Some environmentalists assume that lead levels haven’t been lowered because everyone was kowtowing to manufacturers. They further believed that manufacturers were doing nothing. Well, that couldn’t be further from the truth. Over the years, the manufacturers have made great strides in lowering lead extraction levels in plumbing products.

This year, the committee decided that it was time to lower the lead levels. However, to help the industry in achieving the lower level, they decided to place an implementation date in the standard. This is not unusual since it had been done for other contaminants listed in NSF 61.

After considerable discussion, the lead level was lowered to 5 ppb with an implementation date of Jan. 1, 2012. This will provide the manufacturers five years to be in compliance. It was noted that the majority of manufacturers already comply with this lower level.

It wasn’t stated during the meeting, but it was obvious during the break that the decision of the California legislators to pass AB1953 annoyed just about everyone at the meeting. As previously reported, the California legislators voted to require plumbing products to have a maximum of 0.25% lead in their products. The governor signed this legislation Sept. 30.

This California law would eliminate the majority of brass plumbing products from the marketplace. The stupidity of the law is that it does not require testing to NSF 61. Many times, the high lead level on a brass product comes from the cutting oils left on the inside of the valve or fitting, not the lead in the brass. Hence, you could have a 0.25% lead-type brass that contributes more than 5 or 15 ppb to the drinking water.

Some thought that the NSF committee was responding to the California fiasco. However, that is not true. This was a culmination of many years of discussion and research regarding lead levels. It was more of a coincidence that it occurred shortly after California legislators enacted their wacky lead requirement.

The plumbing industry hopes that California will come to its senses and embrace NSF 61 to regulate brass products, just like 49 other states have done. NSF 61 is based on technology, whereas, the California legislation is based on trumpery and politics. The California legislation has no basis in reality.

Galvanized Steel Pipe

One of the other discussions that occurred at the NSF meeting regarded galvanized steel pipe.

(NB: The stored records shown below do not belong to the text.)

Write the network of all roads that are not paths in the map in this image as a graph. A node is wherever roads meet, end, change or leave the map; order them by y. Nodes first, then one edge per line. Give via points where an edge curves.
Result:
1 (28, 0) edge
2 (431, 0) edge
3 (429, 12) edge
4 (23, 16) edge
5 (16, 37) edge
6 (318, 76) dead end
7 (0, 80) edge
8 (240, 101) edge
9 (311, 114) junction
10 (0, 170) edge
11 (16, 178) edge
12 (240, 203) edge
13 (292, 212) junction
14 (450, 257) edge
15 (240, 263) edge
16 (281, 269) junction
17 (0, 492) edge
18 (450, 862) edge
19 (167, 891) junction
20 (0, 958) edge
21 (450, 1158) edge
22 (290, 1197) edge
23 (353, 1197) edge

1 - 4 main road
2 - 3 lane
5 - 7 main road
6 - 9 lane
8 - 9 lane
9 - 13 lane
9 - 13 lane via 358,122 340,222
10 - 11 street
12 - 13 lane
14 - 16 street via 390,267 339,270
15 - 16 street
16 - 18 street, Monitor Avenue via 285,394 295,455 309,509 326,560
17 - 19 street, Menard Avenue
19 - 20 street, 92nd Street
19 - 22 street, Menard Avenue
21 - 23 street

At the current time, galvanized steel pipe cannot pass the tests specified in NSF 61. That is not to say that the material is bad for transporting drinking water.

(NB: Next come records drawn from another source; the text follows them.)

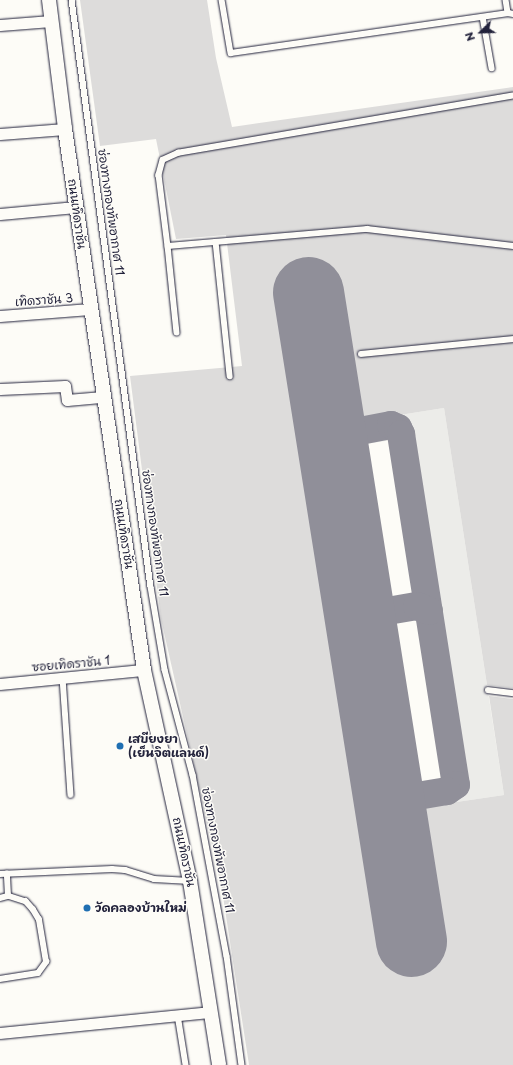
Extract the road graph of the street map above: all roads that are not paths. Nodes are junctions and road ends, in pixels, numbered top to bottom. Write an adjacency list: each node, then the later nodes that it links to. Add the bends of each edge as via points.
1 (49, 0): 7 (street, ถนนเทิดราชัน)
2 (72, 0): 43 (lane, ช่องทางกองทัพอากาศ 11, via 151,587 165,670 193,775 227,956)
3 (222, 0): 6 (lane, via 231,54)
4 (506, 0): 5 (lane)
5 (511, 14): 6 (lane)
6 (483, 17): 9 (lane)
7 (51, 21): 8 (street); 11 (street, ถนนเทิดราชัน)
8 (0, 25)
9 (492, 68)
10 (513, 96): 16 (lane, via 172,156 163,160 159,170)
11 (64, 129): 12 (street); 13 (street, ถนนเทิดราชัน)
12 (0, 134)
13 (76, 207): 14 (street); 18 (street, ถนนเทิดราชัน)
14 (0, 214)
15 (216, 242): 16 (lane); 17 (lane, via 367,229); 23 (lane)
16 (168, 246): 20 (lane)
17 (513, 246)
18 (90, 309): 19 (street, เทิดราชัน 3); 25 (street, ถนนเทิดราชัน)
19 (0, 316)
20 (177, 333)
21 (513, 339): 22 (lane)
22 (361, 354)
23 (230, 376)
24 (0, 389): 25 (street, via 65,386 67,400)
25 (103, 396): 26 (street, ถนนเทิดราชัน)
26 (144, 670): 27 (street, ซอยเทิดราชัน 1); 34 (street, ถนนเทิดราชัน)
27 (63, 678): 28 (street, ซอยเทิดราชัน 1); 31 (lane)
28 (0, 684)
29 (488, 690): 30 (lane)
30 (513, 693)
31 (71, 795)
32 (0, 874): 33 (lane)
33 (7, 874): 34 (lane, via 112,869 125,870 154,879); 35 (lane)
34 (190, 881): 38 (street, ถนนเทิดราชัน)
35 (8, 896): 36 (lane); 37 (lane, via 26,902 34,910 39,920 46,962 38,973)
36 (0, 898)
37 (0, 979)
38 (211, 1012): 39 (street); 42 (street, ถนนเทิดราชัน)
39 (178, 1014): 40 (street); 41 (lane)
40 (0, 1033)
41 (186, 1065)
42 (219, 1065)
43 (242, 1065)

I recall studies in the 1970s and early 1980s that pointed out the changes in our health when there was a switch from galvanized pipe to copper tubing. The public was not receiving the minimum requirement of zinc, which was previously provided by our drinking water. Shortly after these reports, all the multivitamins and cold remedies pointed out that they added zinc, the miracle metal, to their formulation. By the way, zinc is beneficial in preventing the common cold, as well as reducing the length of time you have a cold.

The reason galvanized steel pipe has had a difficult time passing is because the test water for evaluating steel pipe has a high pH. At a high pH, zinc is extracted at a high rate. However, none of the drinking water in the United States has that high a pH. The reason the test water is a high pH is to evaluate other contaminants extracted from other piping and fitting materials. It was not intended to evaluate zinc.

Unfortunately, there were a number of negatives regarding the change in pH for testing galvanized steel pipe. It appeared that, within the next six months, the negative comments will be resolved with minor changes to the proposed modification. This is necessary because galvanized steel pipe is still a viable material being used in water distribution systems, especially in larger sizes.

When looking back over the past 22 years, it is interesting to note that this one standard (NSF 61) has done a world of good in reducing the number of contaminants in drinking water. Drinking water in the United States and Canada is the cleanest in the world, thanks to the diligent work of the plumbing industry in the development and implementation of NSF 61.